You Are \*Here\*
By laurar on Nov 16, 2006
Building 32 on the MIT Campus is an intriguing building. It sits on the site of the famous old "building 20" and there's plywood from the old structure at the end of one of the long halls. It's a structure that seems to be a double-helix of curving hallways...Staircases that lead to isolated mezzanines. Elevators that take you to floors higher. Doors that open into expansive work areas that look like a nursery school for the most brilliant minds.
The camera crew dropped in on a Monday afternoon to interview Richard Stallman, founder of the Free Software Foundation, and the author of the GNU Public License. Java, GPL, and Richard Stallman.
Now \*there\* are 4 words that in the past didn't go well together. Richard Stallman and the Free Software Foundation were always that voice on our shoulder, saying that Java should be Free.
Today it is. Free as in Freedom.
Free software developers can now look at Java.
Sun has open sourced their implementations of Java technology. - Java Standard Edition (traditionally run on desktops), Java Micro Edition (traditionally run on phones and embedded devices) and Java Enterprise Edition (traditionally run in business infrastructure) - using the Free Software Foundation's GNU General Public License (GPLv2), the license at the center of the GNU/Linux community - We have reached out to include a community of developers that historically could not participate in our innovation.
Which brings me to why we were lost in Building 32 last Monday.
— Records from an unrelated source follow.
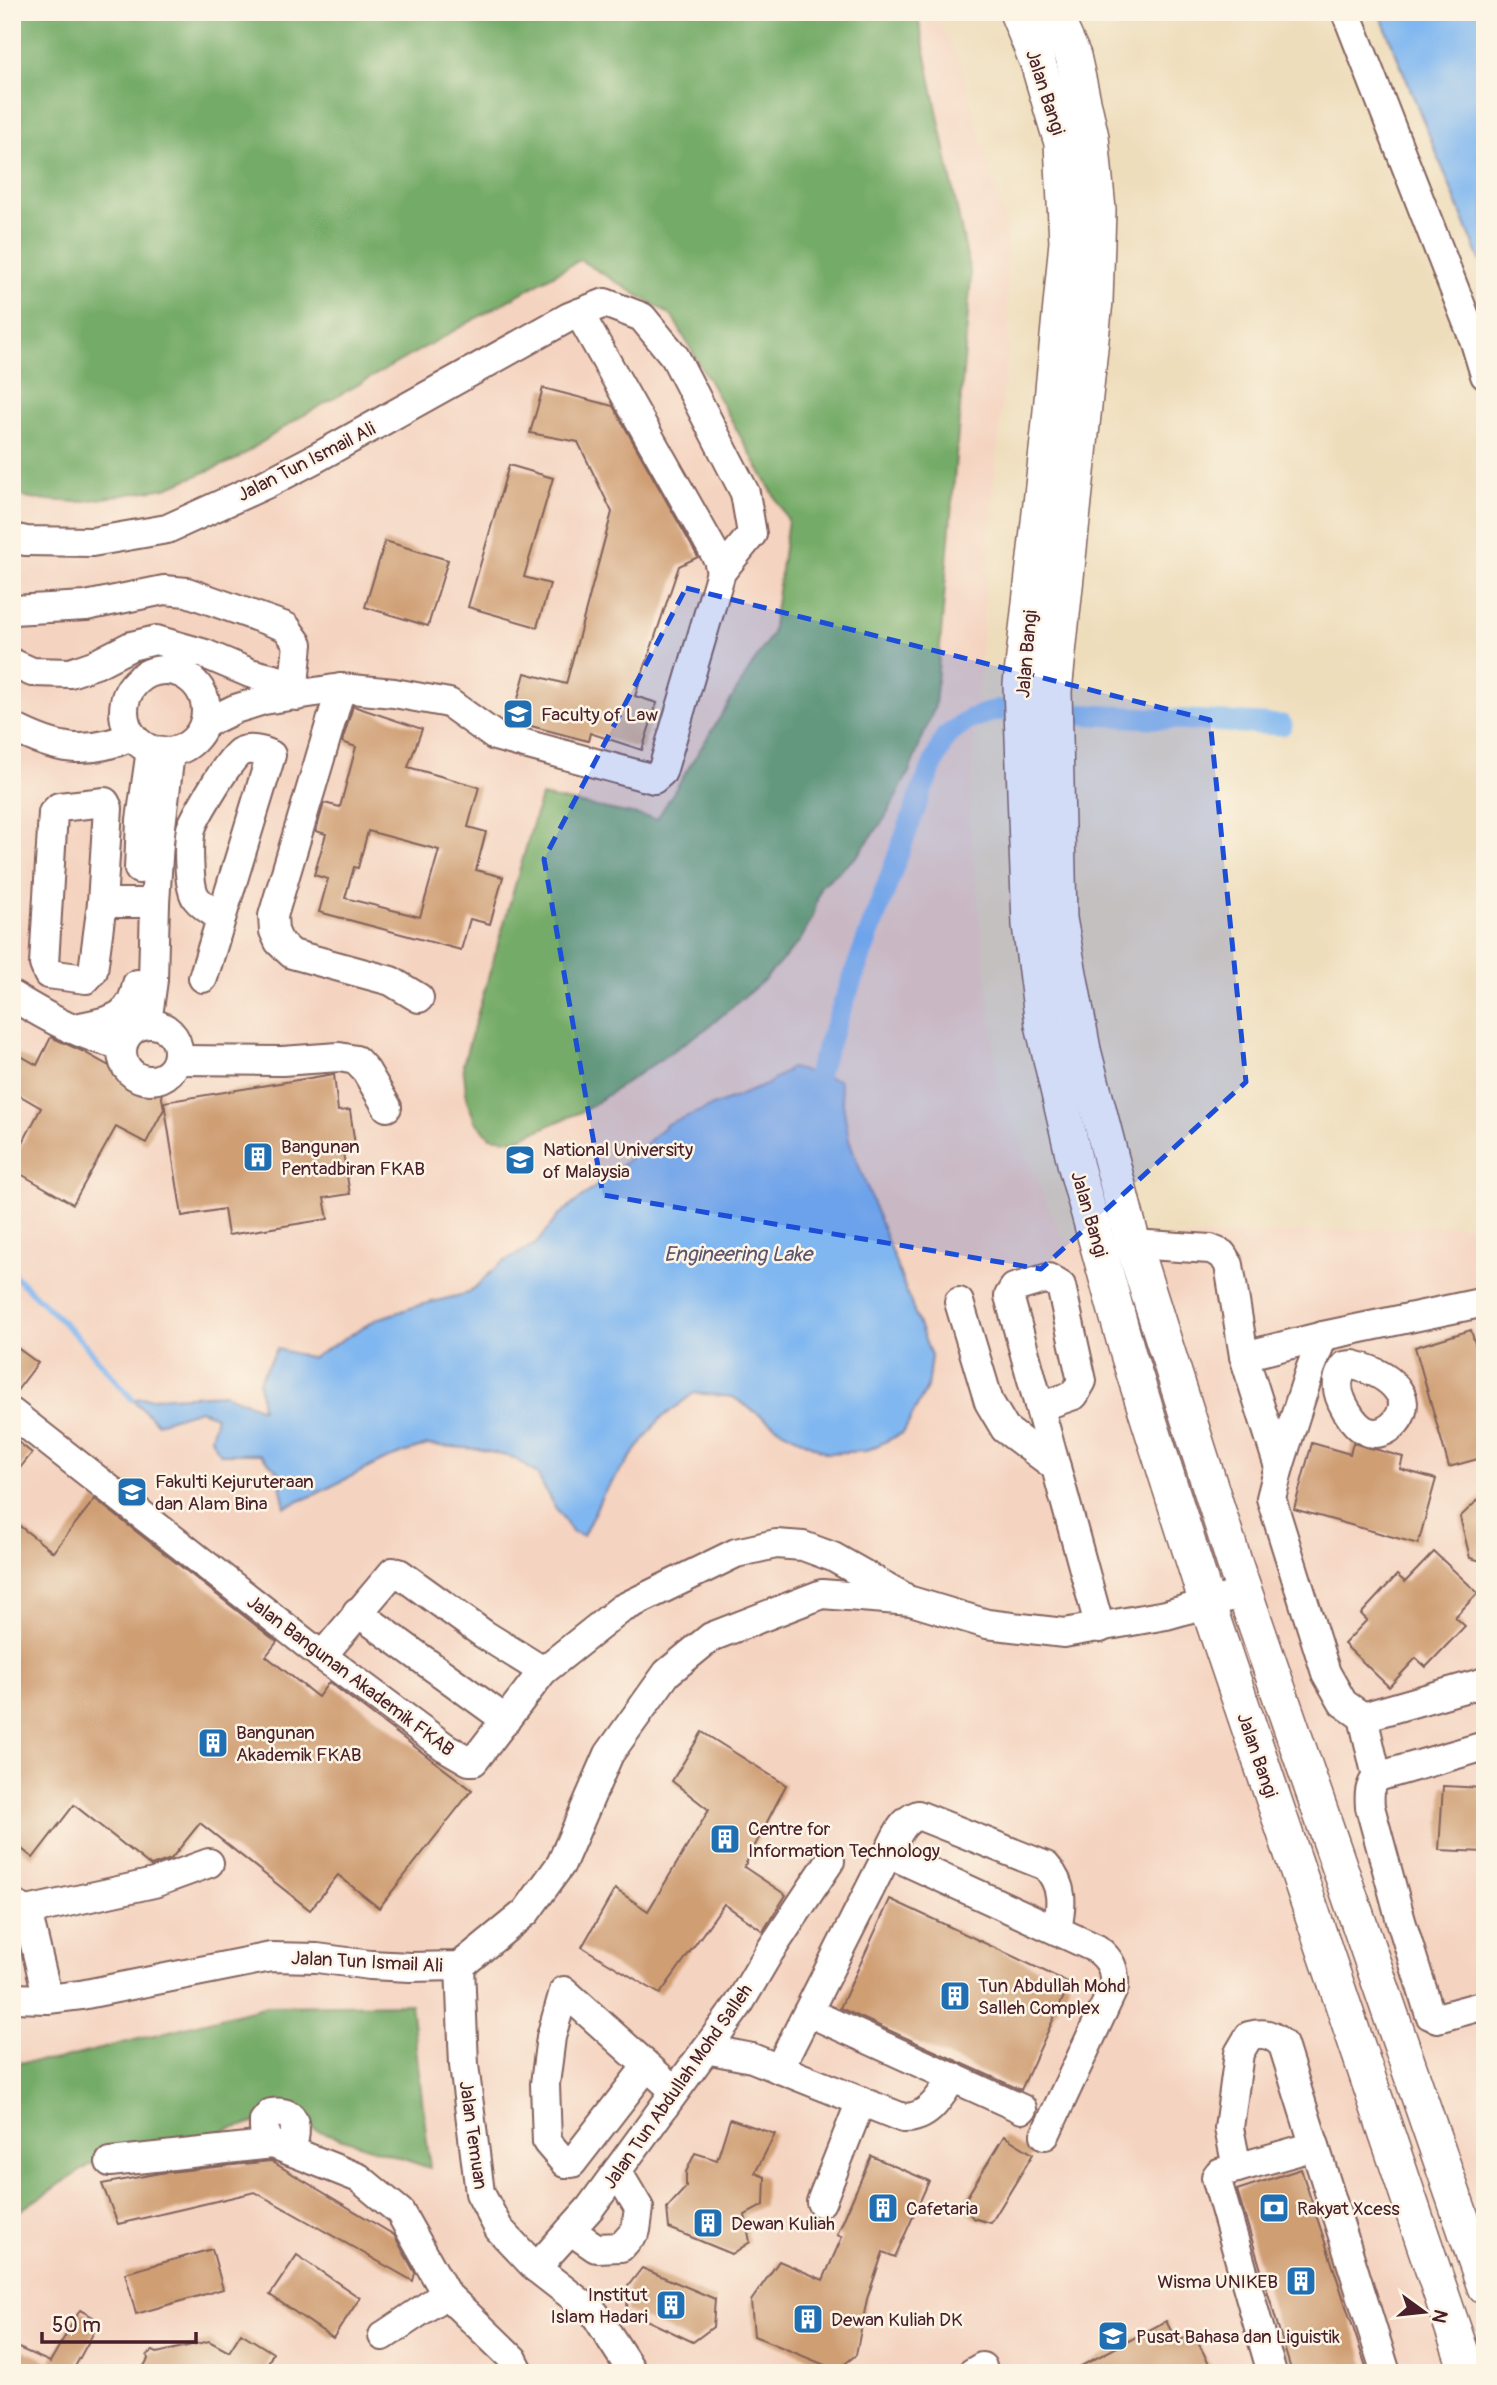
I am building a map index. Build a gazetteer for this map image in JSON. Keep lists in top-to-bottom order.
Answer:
{
  "streets": {
    "main road": ["Jalan Bangi"],
    "street": [
      "Jalan Tun Ismail Ali",
      "Jalan Bangunan Akademik FKAB",
      "Jalan Tun Abdullah Mohd Salleh",
      "Jalan Temuan"
    ]
  },
  "crossings": [
    ["Jalan Bangi", "Jalan Tun Ismail Ali"],
    ["Jalan Tun Ismail Ali", "Jalan Bangunan Akademik FKAB"],
    ["Jalan Tun Ismail Ali", "Jalan Temuan"],
    ["Jalan Tun Abdullah Mohd Salleh", "Jalan Temuan"]
  ],
  "water": ["Engineering Lake"],
  "places": {
    "school or university": [
      "Faculty of Law",
      "National University of Malaysia",
      "Fakulti Kejuruteraan dan Alam Bina",
      "Pusat Bahasa dan Liguistik"
    ],
    "building": [
      "Bangunan Pentadbiran FKAB",
      "Bangunan Akademik FKAB",
      "Centre for Information Technology",
      "Tun Abdullah Mohd Salleh Complex",
      "Cafetaria",
      "Dewan Kuliah",
      "Wisma UNIKEB",
      "Institut Islam Hadari",
      "Dewan Kuliah DK"
    ],
    "bank": ["Rakyat Xcess"]
  },
  "scale_bar": "50 m",
  "north": "right"
}
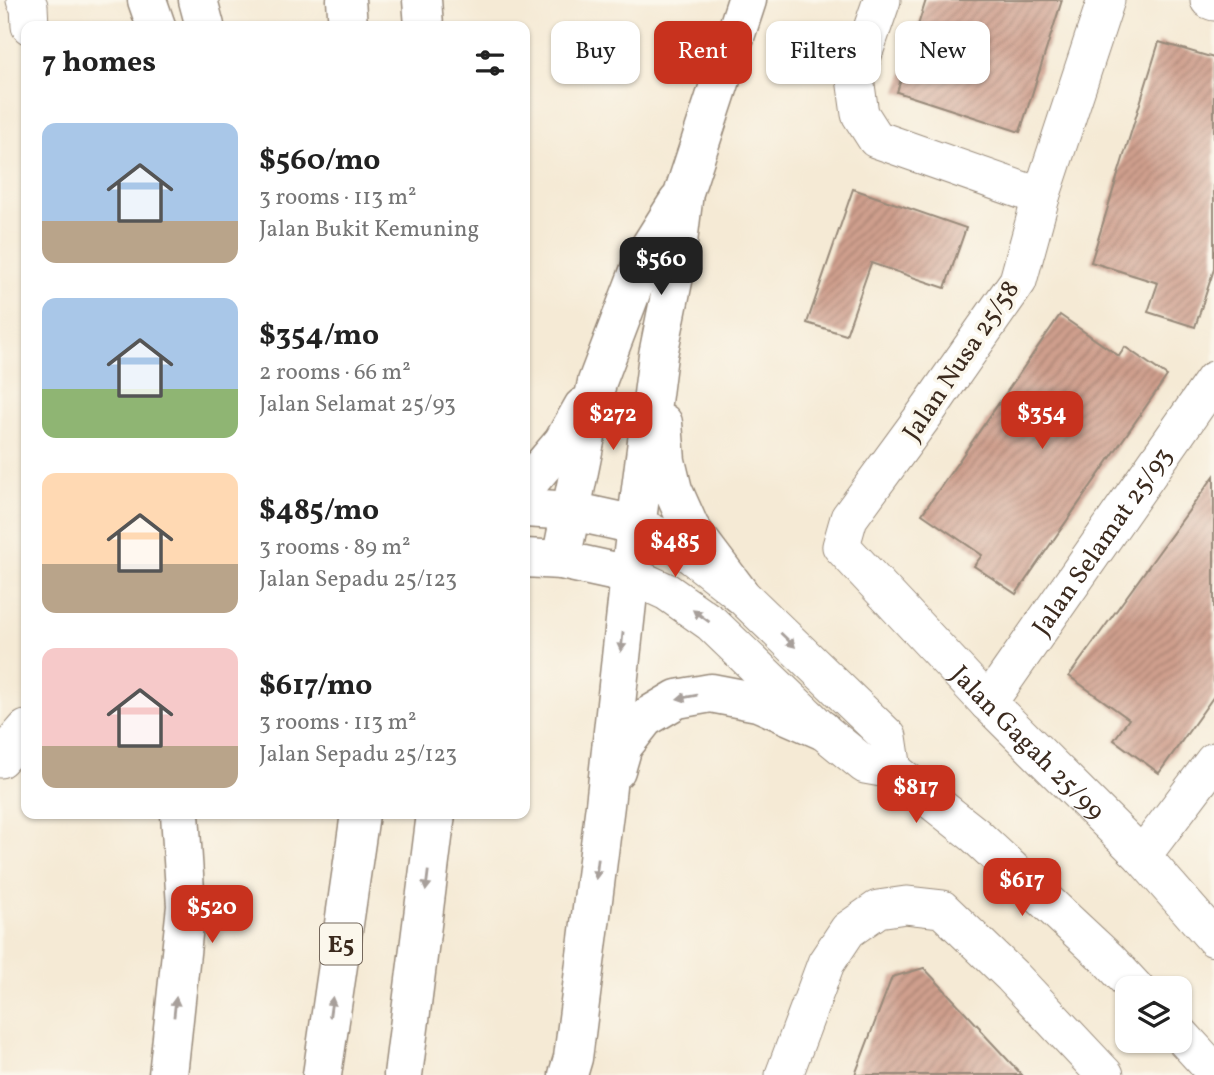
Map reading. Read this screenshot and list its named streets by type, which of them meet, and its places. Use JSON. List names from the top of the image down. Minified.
{"streets":{"main road":["E5"],"street":["Jalan Nusa 25/58","Jalan Selamat 25/93","Jalan Gagah 25/99"]},"crossings":[["Jalan Nusa 25/58","Jalan Gagah 25/99"],["Jalan Selamat 25/93","Jalan Gagah 25/99"]],"page":{"chip":["Buy","Rent","Filters","New"],"heading":"7 homes","list":[{"name":"$560/mo","note":"3 rooms · 113 m² · Jalan Bukit Kemuning"},{"name":"$354/mo","note":"2 rooms · 66 m² · Jalan Selamat 25/93"},{"name":"$485/mo","note":"3 rooms · 89 m² · Jalan Sepadu 25/123"},{"name":"$617/mo","note":"3 rooms · 113 m² · Jalan Sepadu 25/123"}],"price":["$560","$354","$272","$485","$817","$617","$520"]}}
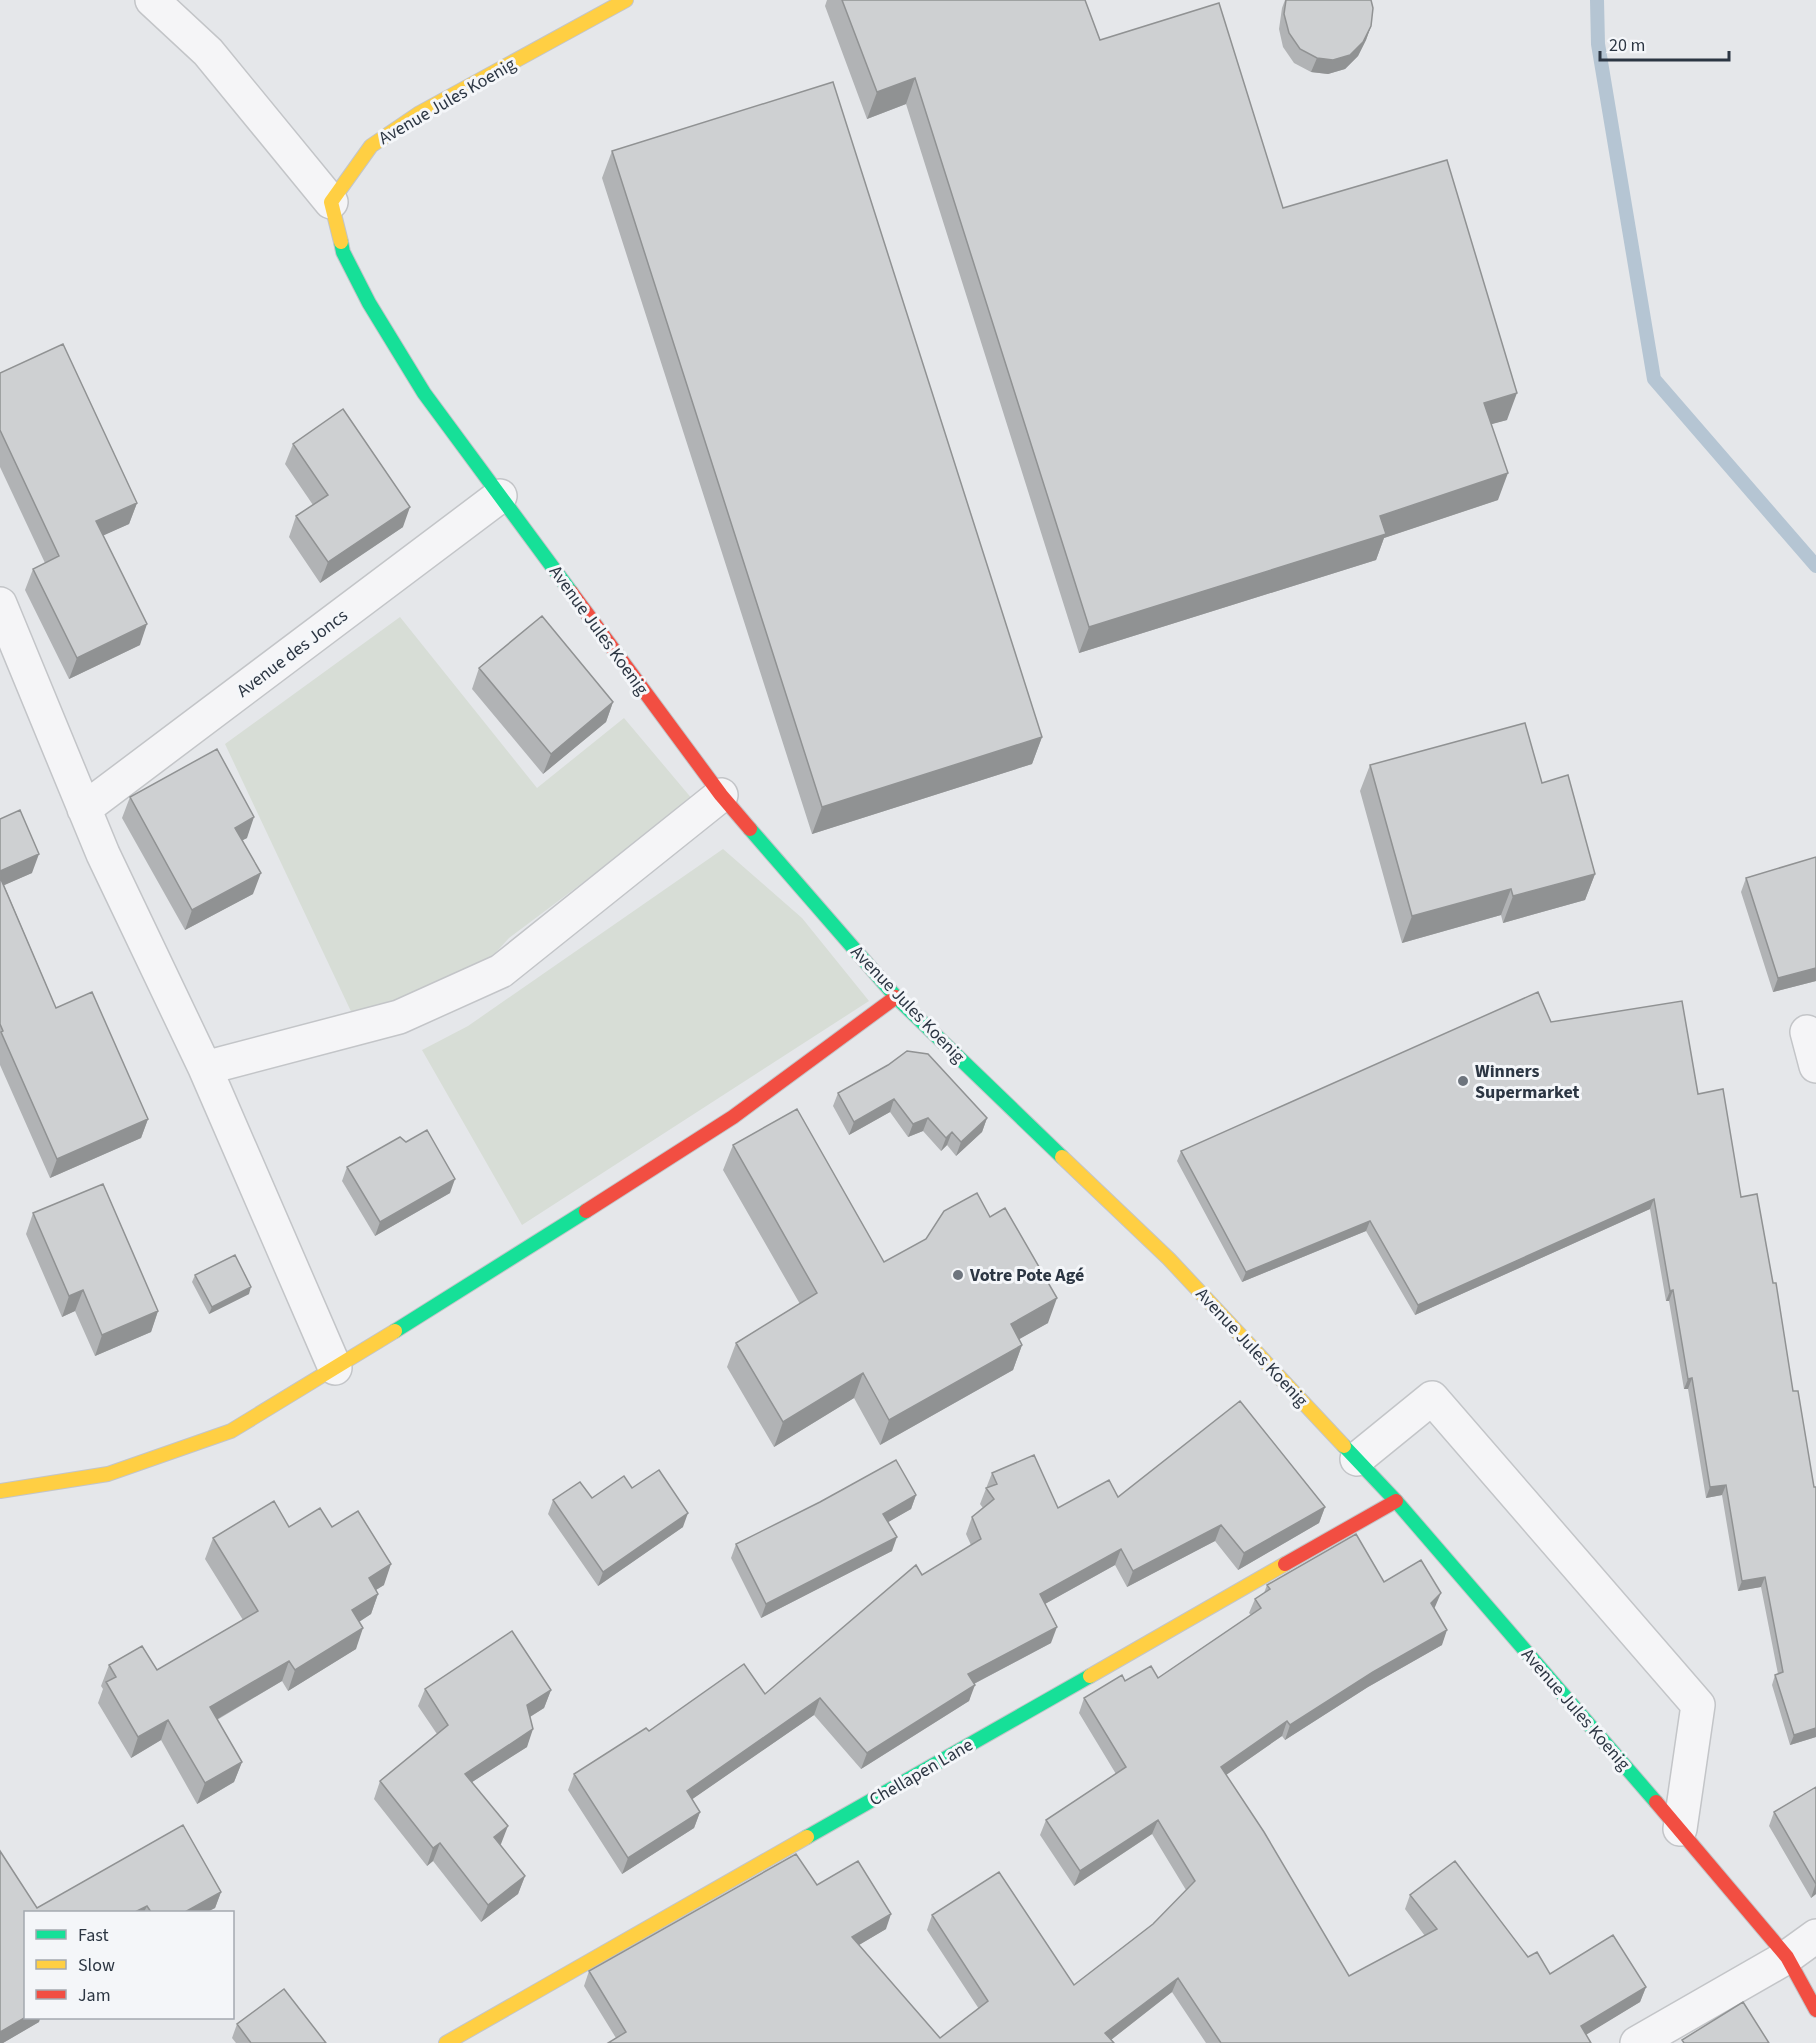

To record Richard Stallman's reaction and commentary on the plan. Would he support us? Would he applaud the effort?
We wandered the building and found his office-- a complex world, full of books, magazines, equipment, a fabulously diverse music collection that he runs on a system powered by a refurbished Onkyo receiver. Richard sat for our interview and was enthusiastic. And talkative!
As part of the interview, we asked, What is Free Software?
"Free software means software that respects the user's freedom. There are four essential freedoms that a user of software should always have.
--Freedom 0 is the freedom to run the program as you wish
--Freedom 1 is the freedom to study the source code and change it so the program does what you wish when you run it.
--Freedom 2 is the freedom to distribute copies to other up to and including republication when you wish.
--Freedom 3 is the freedom to distribute copies of your modified versions up to and including publication when you wish.
With these four freedoms, the users live in freedom and in particular they're free to cooperate with each other. Free to form communities in which people help each other. And free software develops democratically under the control of its users. So free software is the software that goes with freedom and democracy."
As the video team started to carry out the equipment, the building didn't seem quite as confusing. I hope we visit there often.